## WHAT IS BEING ASKED
Lines containing the word "Lato" are the ones to copy from the records below.
Content starts
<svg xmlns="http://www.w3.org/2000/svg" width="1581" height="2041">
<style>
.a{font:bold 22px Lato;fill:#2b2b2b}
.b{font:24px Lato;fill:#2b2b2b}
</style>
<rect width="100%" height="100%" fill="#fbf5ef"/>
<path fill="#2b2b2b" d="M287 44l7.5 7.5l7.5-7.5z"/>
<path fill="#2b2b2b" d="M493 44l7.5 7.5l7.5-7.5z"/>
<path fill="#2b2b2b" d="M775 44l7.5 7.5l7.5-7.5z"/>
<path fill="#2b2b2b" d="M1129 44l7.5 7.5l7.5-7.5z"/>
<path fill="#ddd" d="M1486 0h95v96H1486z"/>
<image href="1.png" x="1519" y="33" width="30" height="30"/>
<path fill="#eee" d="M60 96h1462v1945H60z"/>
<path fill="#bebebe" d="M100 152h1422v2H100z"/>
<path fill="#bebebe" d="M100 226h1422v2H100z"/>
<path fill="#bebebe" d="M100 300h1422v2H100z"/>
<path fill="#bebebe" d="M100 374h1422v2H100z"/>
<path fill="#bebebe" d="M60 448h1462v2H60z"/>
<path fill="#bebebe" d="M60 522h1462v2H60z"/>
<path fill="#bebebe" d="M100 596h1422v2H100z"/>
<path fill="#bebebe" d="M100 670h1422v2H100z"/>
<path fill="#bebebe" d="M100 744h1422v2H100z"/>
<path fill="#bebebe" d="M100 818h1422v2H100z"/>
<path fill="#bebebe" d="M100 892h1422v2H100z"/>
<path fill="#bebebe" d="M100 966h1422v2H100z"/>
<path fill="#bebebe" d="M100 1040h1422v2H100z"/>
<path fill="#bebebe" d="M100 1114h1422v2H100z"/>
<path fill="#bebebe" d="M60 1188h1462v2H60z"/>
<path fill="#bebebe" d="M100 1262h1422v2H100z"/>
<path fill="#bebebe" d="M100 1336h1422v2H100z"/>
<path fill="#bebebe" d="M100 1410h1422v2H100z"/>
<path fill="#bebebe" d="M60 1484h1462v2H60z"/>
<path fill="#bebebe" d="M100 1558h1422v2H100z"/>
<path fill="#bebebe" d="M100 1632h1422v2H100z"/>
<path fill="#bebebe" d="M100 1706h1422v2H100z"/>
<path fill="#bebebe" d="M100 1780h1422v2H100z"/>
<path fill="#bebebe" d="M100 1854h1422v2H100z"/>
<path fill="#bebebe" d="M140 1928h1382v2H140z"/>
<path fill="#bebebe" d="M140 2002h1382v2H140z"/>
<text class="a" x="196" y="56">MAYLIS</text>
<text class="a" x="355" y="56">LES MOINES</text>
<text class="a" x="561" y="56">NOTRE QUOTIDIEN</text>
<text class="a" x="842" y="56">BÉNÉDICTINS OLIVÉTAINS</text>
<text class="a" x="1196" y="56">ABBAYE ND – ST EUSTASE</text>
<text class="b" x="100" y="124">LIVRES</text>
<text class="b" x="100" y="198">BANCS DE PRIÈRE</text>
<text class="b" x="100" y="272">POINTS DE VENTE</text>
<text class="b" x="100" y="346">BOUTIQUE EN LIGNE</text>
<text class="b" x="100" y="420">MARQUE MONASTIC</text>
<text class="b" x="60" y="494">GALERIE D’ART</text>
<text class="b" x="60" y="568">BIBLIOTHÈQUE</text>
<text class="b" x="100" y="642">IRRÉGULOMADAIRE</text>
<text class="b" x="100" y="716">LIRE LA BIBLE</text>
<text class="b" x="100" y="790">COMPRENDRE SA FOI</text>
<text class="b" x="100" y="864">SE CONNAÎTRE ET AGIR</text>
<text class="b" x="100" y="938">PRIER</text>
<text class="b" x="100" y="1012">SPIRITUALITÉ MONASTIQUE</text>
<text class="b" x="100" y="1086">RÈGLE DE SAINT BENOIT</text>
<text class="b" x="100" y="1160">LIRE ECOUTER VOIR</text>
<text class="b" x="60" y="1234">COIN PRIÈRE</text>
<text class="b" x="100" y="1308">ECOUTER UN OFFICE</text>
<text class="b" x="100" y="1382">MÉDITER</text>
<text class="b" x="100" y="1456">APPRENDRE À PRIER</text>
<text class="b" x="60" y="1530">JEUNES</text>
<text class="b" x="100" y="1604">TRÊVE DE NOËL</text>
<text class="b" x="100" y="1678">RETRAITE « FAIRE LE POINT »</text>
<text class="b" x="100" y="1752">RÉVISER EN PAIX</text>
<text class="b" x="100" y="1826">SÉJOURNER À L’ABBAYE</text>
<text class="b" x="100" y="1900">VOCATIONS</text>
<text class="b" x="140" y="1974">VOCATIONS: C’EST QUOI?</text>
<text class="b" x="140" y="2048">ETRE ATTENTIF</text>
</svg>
Content ends
## EXERCISE ANSWER
.a{font:bold 22px Lato;fill:#2b2b2b}
.b{font:24px Lato;fill:#2b2b2b}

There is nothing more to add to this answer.